Data extracted from a collection:
━━━

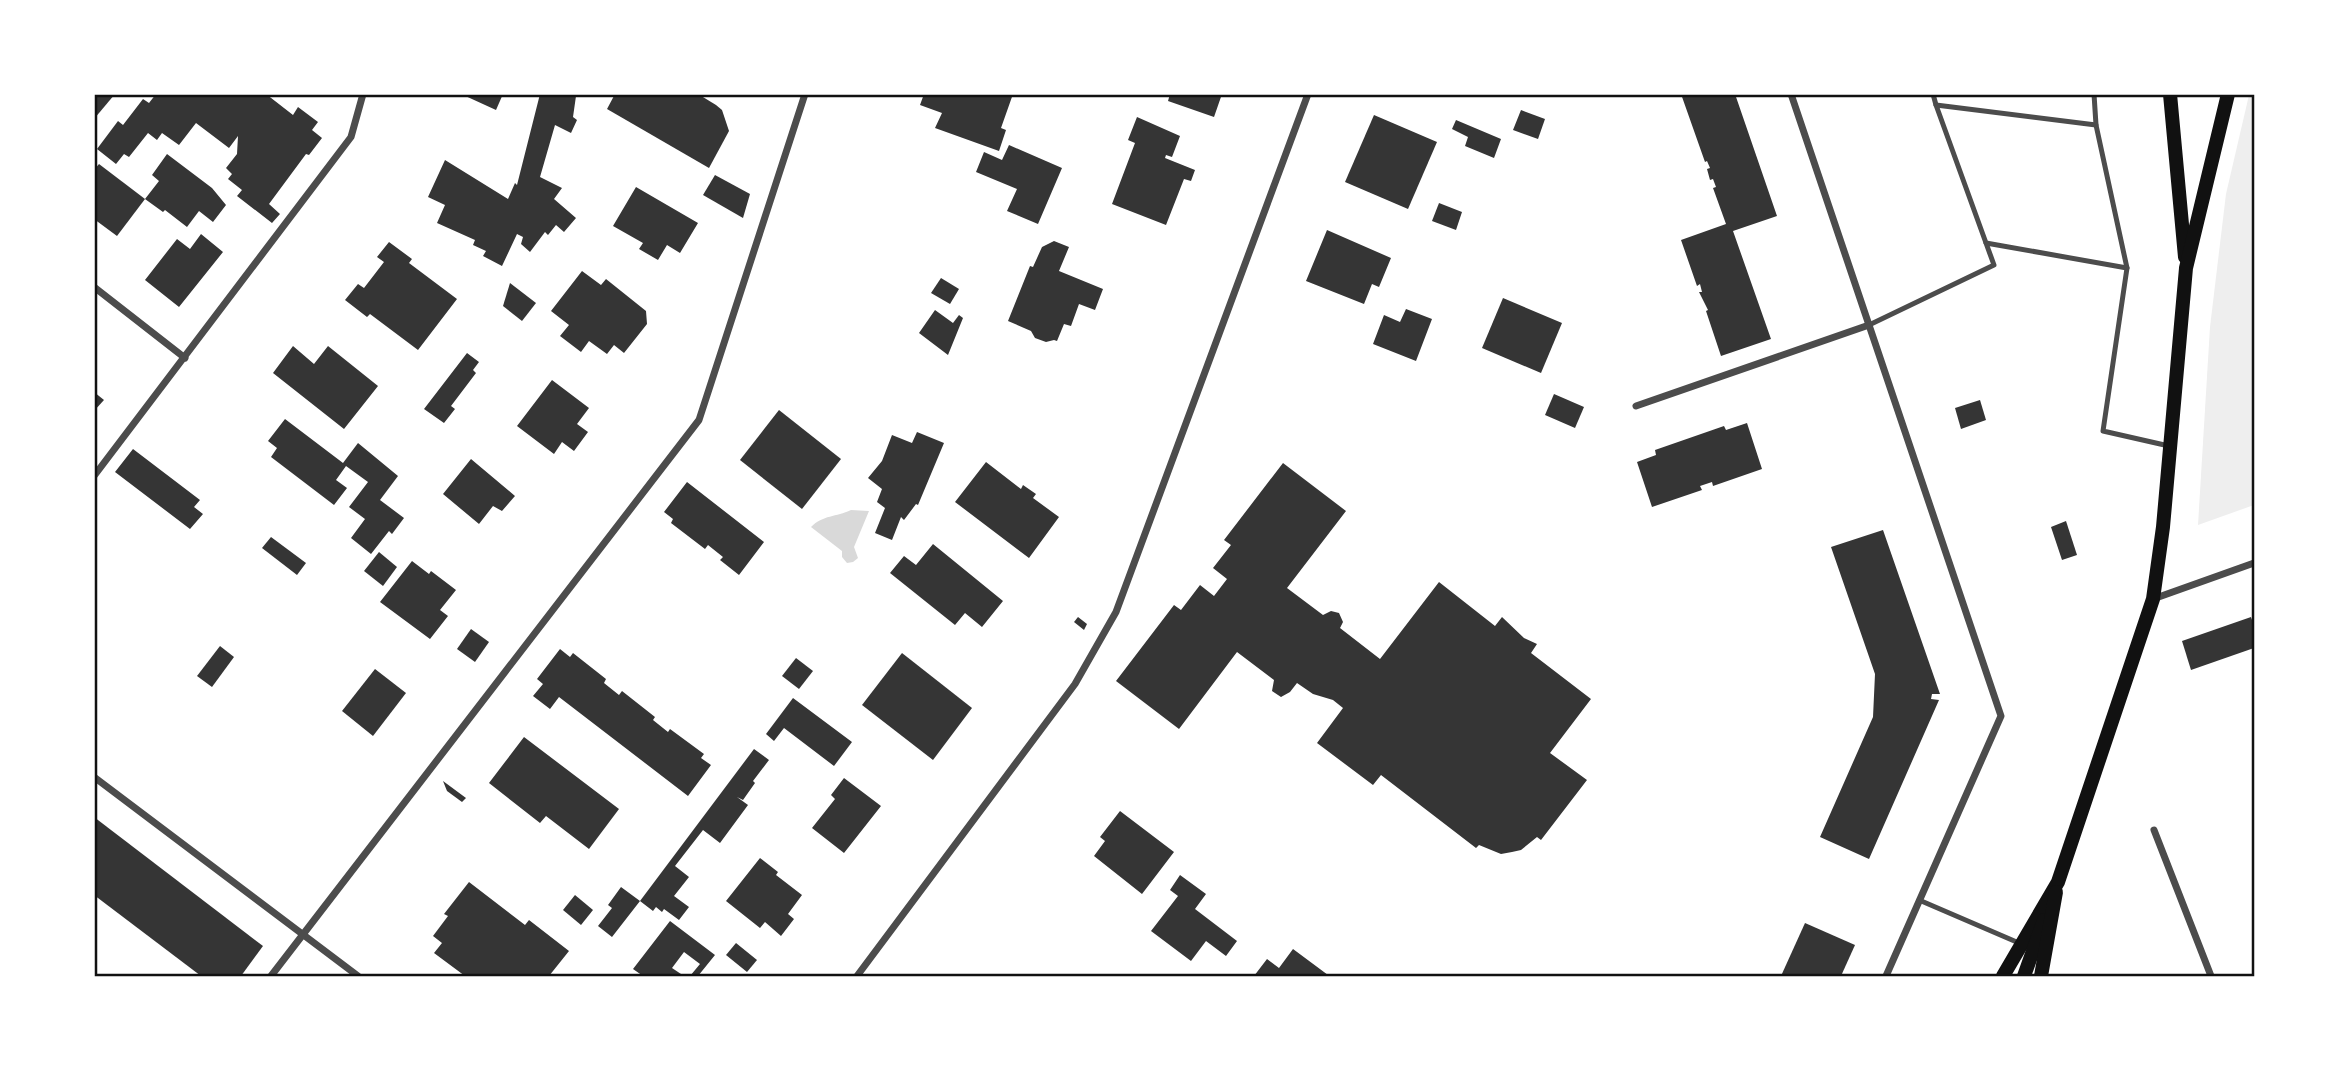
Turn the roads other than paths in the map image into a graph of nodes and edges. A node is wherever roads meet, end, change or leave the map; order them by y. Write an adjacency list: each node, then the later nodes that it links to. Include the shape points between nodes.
1 (363, 94): 16 (street, via 351,137)
2 (805, 94): 26 (street, via 699,420)
3 (1308, 94): 30 (street, via 1116,612 1074,684)
4 (1791, 94): 15 (street)
5 (1933, 94): 9 (lane)
6 (2094, 94): 10 (lane)
7 (2170, 94): 13 (main road)
8 (2228, 94): 13 (main road)
9 (1936, 105): 10 (lane); 11 (lane)
10 (2096, 125): 12 (lane)
11 (1986, 243): 12 (lane); 15 (lane, via 1994,265)
12 (2127, 268): 18 (lane, via 2103,431)
13 (2186, 268): 18 (main road)
14 (94, 287): 16 (street)
15 (1869, 325): 17 (street); 25 (street, via 2001,716)
16 (185, 358): 19 (street)
17 (1636, 406)
18 (2170, 446): 21 (main road)
19 (94, 476)
20 (2255, 564): 21 (street)
21 (2153, 599): 24 (main road)
22 (94, 777): 26 (street)
23 (2154, 830): 35 (street)
24 (2058, 882): 27 (main road); 33 (main road); 34 (main road)
25 (1919, 900): 27 (lane); 31 (street)
26 (302, 934): 28 (street); 29 (street)
27 (2022, 945): 32 (main road)
28 (271, 976)
29 (358, 976)
30 (857, 976)
31 (1886, 976)
32 (2003, 976)
33 (2024, 976)
34 (2041, 976)
35 (2211, 976)

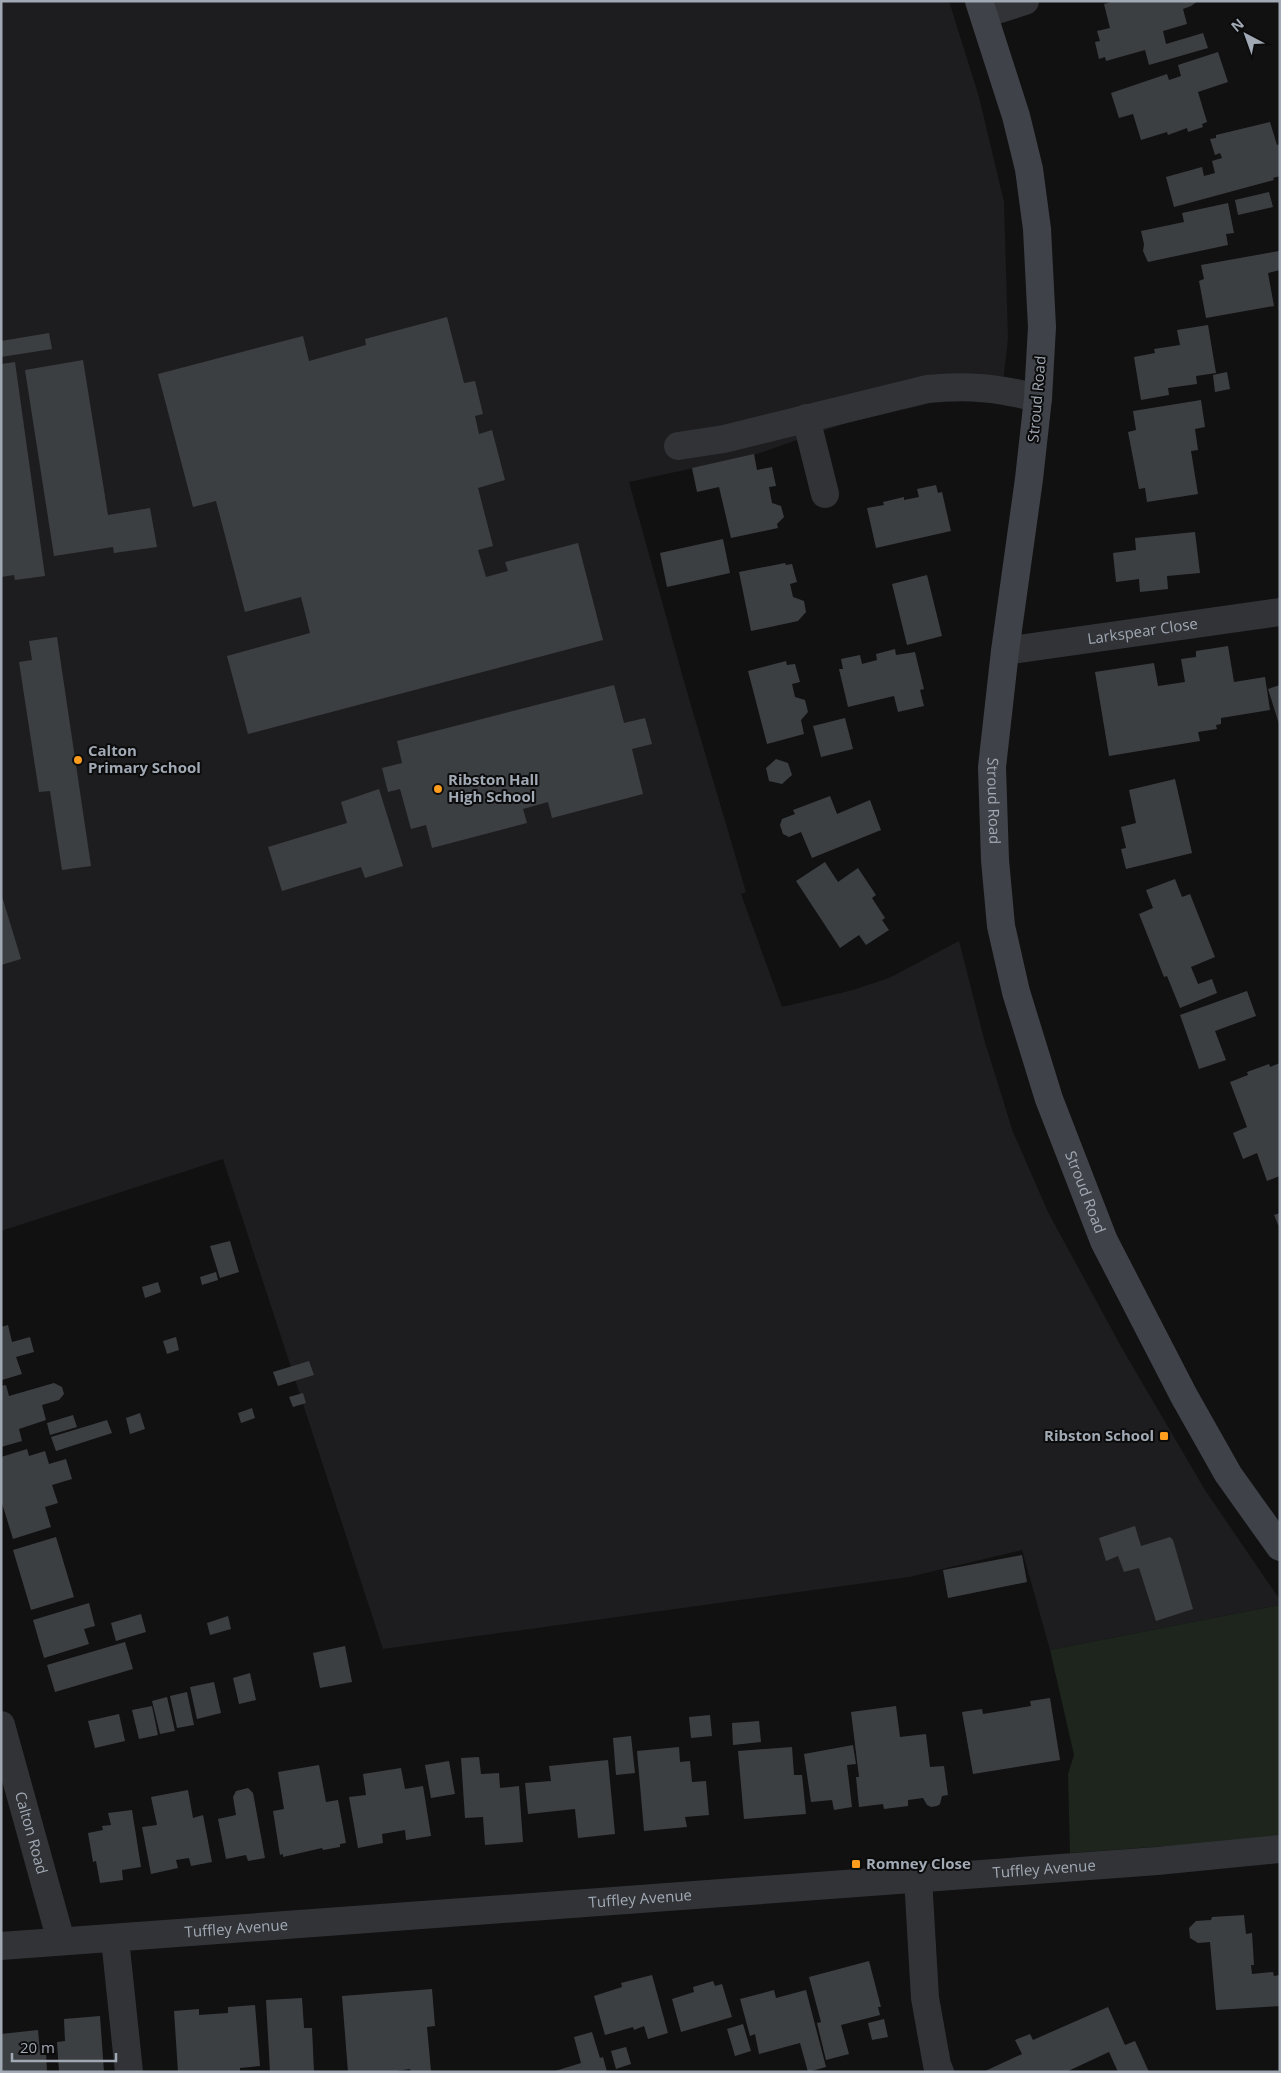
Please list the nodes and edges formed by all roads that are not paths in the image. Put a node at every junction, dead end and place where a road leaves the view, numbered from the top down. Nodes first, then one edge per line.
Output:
1 (1025, 1) edge
2 (982, 8) edge
3 (1038, 398) junction
4 (806, 418) junction
5 (678, 446) dead end
6 (825, 494) dead end
7 (1280, 612) edge
8 (1005, 651) junction
9 (1280, 1547) edge
10 (1, 1724) edge
11 (1280, 1849) edge
12 (918, 1878) junction
13 (114, 1939) junction
14 (61, 1941) junction
15 (1, 1946) edge
16 (129, 2072) edge
17 (940, 2072) edge

1 - 2 street
2 - 3 main road, Stroud Road
3 - 4 street
3 - 8 main road, Stroud Road
4 - 5 street
4 - 6 street
7 - 8 street, Larkspear Close
8 - 9 main road, Stroud Road
10 - 14 street, Calton Road
11 - 12 street, Tuffley Avenue
12 - 13 street, Tuffley Avenue
12 - 17 street
13 - 14 street, Tuffley Avenue
13 - 16 street
14 - 15 street, Tuffley Avenue

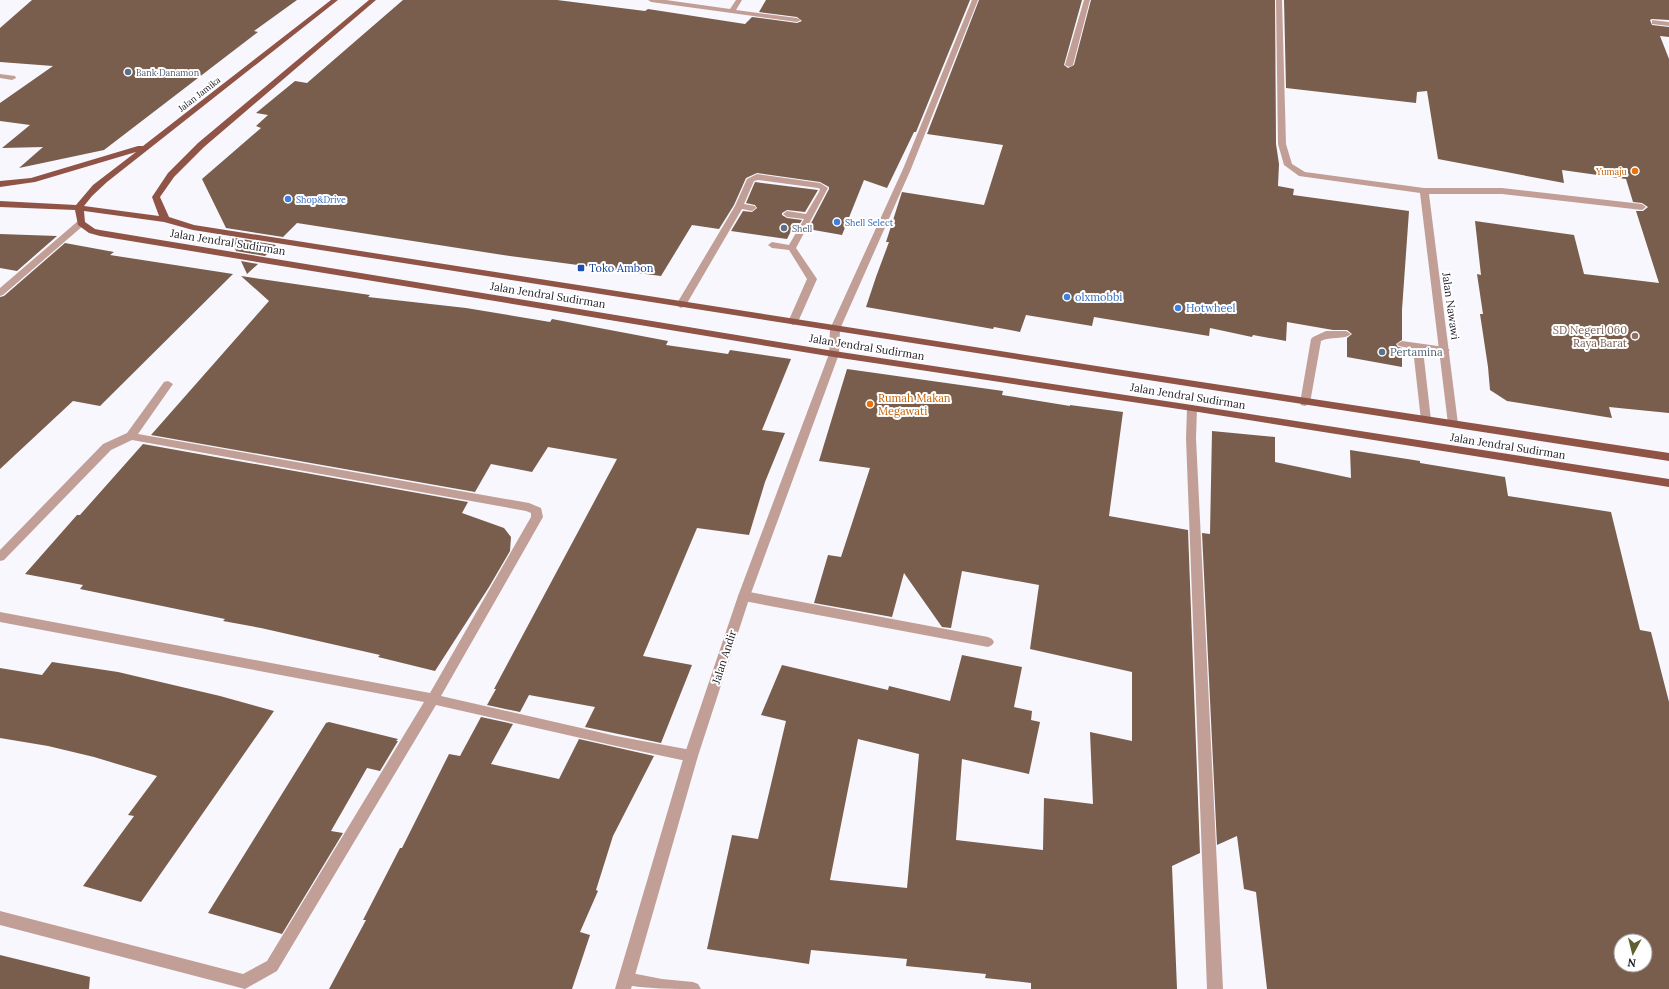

━━━

Task:
Only an exact copy of the entries, with no pictures, is expected as the answer.

Exercise result:
Turn the roads other than paths in the map image into a graph of nodes and edges. A node is wherever roads meet, end, change or leave the map; order them by y. Write an adjacency list: each node, then the later nodes that it links to. Include the shape points between nodes.
1 (363, 94): 16 (street, via 351,137)
2 (805, 94): 26 (street, via 699,420)
3 (1308, 94): 30 (street, via 1116,612 1074,684)
4 (1791, 94): 15 (street)
5 (1933, 94): 9 (lane)
6 (2094, 94): 10 (lane)
7 (2170, 94): 13 (main road)
8 (2228, 94): 13 (main road)
9 (1936, 105): 10 (lane); 11 (lane)
10 (2096, 125): 12 (lane)
11 (1986, 243): 12 (lane); 15 (lane, via 1994,265)
12 (2127, 268): 18 (lane, via 2103,431)
13 (2186, 268): 18 (main road)
14 (94, 287): 16 (street)
15 (1869, 325): 17 (street); 25 (street, via 2001,716)
16 (185, 358): 19 (street)
17 (1636, 406)
18 (2170, 446): 21 (main road)
19 (94, 476)
20 (2255, 564): 21 (street)
21 (2153, 599): 24 (main road)
22 (94, 777): 26 (street)
23 (2154, 830): 35 (street)
24 (2058, 882): 27 (main road); 33 (main road); 34 (main road)
25 (1919, 900): 27 (lane); 31 (street)
26 (302, 934): 28 (street); 29 (street)
27 (2022, 945): 32 (main road)
28 (271, 976)
29 (358, 976)
30 (857, 976)
31 (1886, 976)
32 (2003, 976)
33 (2024, 976)
34 (2041, 976)
35 (2211, 976)

Please list the nodes and edges formed by all roads that are not paths in the image. Put a node at every junction, dead end and place where a road leaves the view, numbered from the top down. Nodes first, then one edge per line.
Output:
1 (1025, 1) edge
2 (982, 8) edge
3 (1038, 398) junction
4 (806, 418) junction
5 (678, 446) dead end
6 (825, 494) dead end
7 (1280, 612) edge
8 (1005, 651) junction
9 (1280, 1547) edge
10 (1, 1724) edge
11 (1280, 1849) edge
12 (918, 1878) junction
13 (114, 1939) junction
14 (61, 1941) junction
15 (1, 1946) edge
16 (129, 2072) edge
17 (940, 2072) edge

1 - 2 street
2 - 3 main road, Stroud Road
3 - 4 street
3 - 8 main road, Stroud Road
4 - 5 street
4 - 6 street
7 - 8 street, Larkspear Close
8 - 9 main road, Stroud Road
10 - 14 street, Calton Road
11 - 12 street, Tuffley Avenue
12 - 13 street, Tuffley Avenue
12 - 17 street
13 - 14 street, Tuffley Avenue
13 - 16 street
14 - 15 street, Tuffley Avenue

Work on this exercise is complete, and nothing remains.